Final answer:
Using the vertical component of the football's initial velocity and the acceleration due to gravity, the time of flight can be calculated to be about 2.36 seconds, which is the time it takes for the football to hit the ground.
Step-by-step explanation:
The question is asking how long it takes for a football, kicked at an initial speed of 18.0 m/s at a 40.0-degree angle, to hit the ground. To solve this problem, we only need to consider the vertical motion since the football returns to the ground level, where it was kicked. The time of flight can be found using the kinematic equations for projectile motion.

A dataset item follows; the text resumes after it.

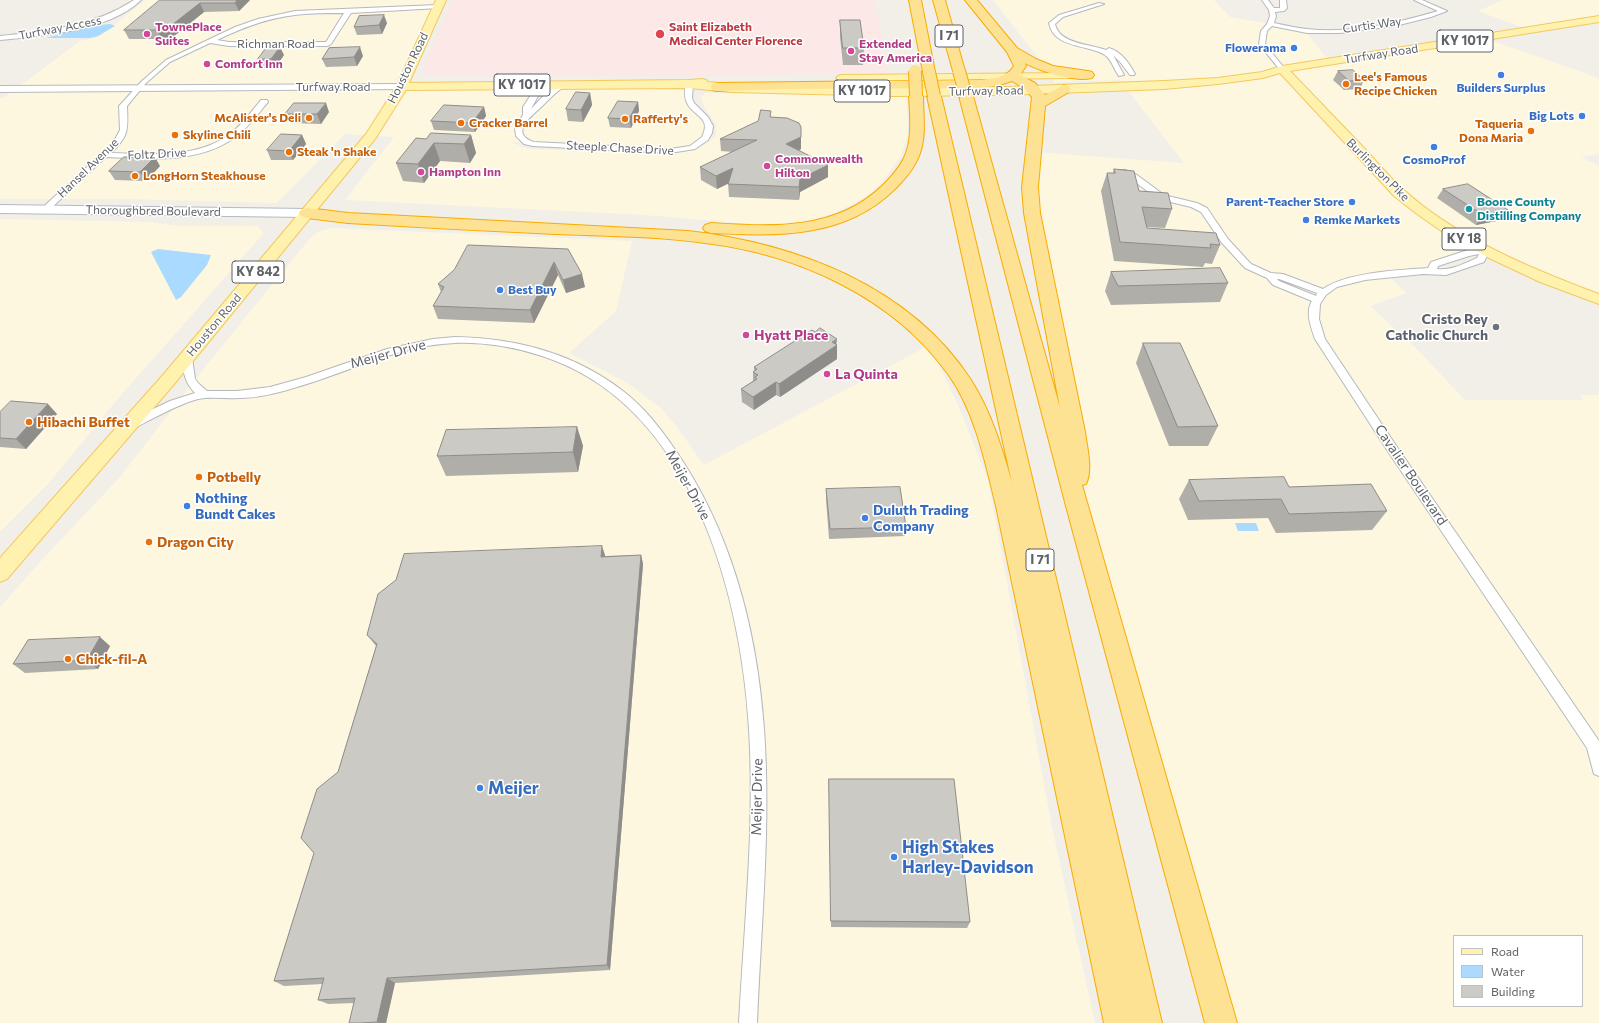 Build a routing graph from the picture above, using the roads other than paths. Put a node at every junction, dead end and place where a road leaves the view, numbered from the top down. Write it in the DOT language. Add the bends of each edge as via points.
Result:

First, we calculate the vertical component of the initial velocity using sin(θ) where θ is the angle of projection. Since the angle is 40 degrees, we have:
Vertical component = 18.0 m/s * sin(40°) ≈ 11.55 m/s
Using the kinematic equation v = u + at (where v is the final velocity, u is the initial velocity, a is the acceleration, and t is time) and knowing that at the peak of the trajectory the velocity will be 0 m/s, we can calculate the time to reach the peak:
0 = 11.55 m/s + (-9.81 m/s2) * t
t ≈ 1.18 s
Since the time to go up is the same as the time to come down, the total time of flight is:
Total time = 2 * 1.18 s ≈ 2.36 s
Therefore, the football will hit the ground approximately 2.36 seconds after being kicked.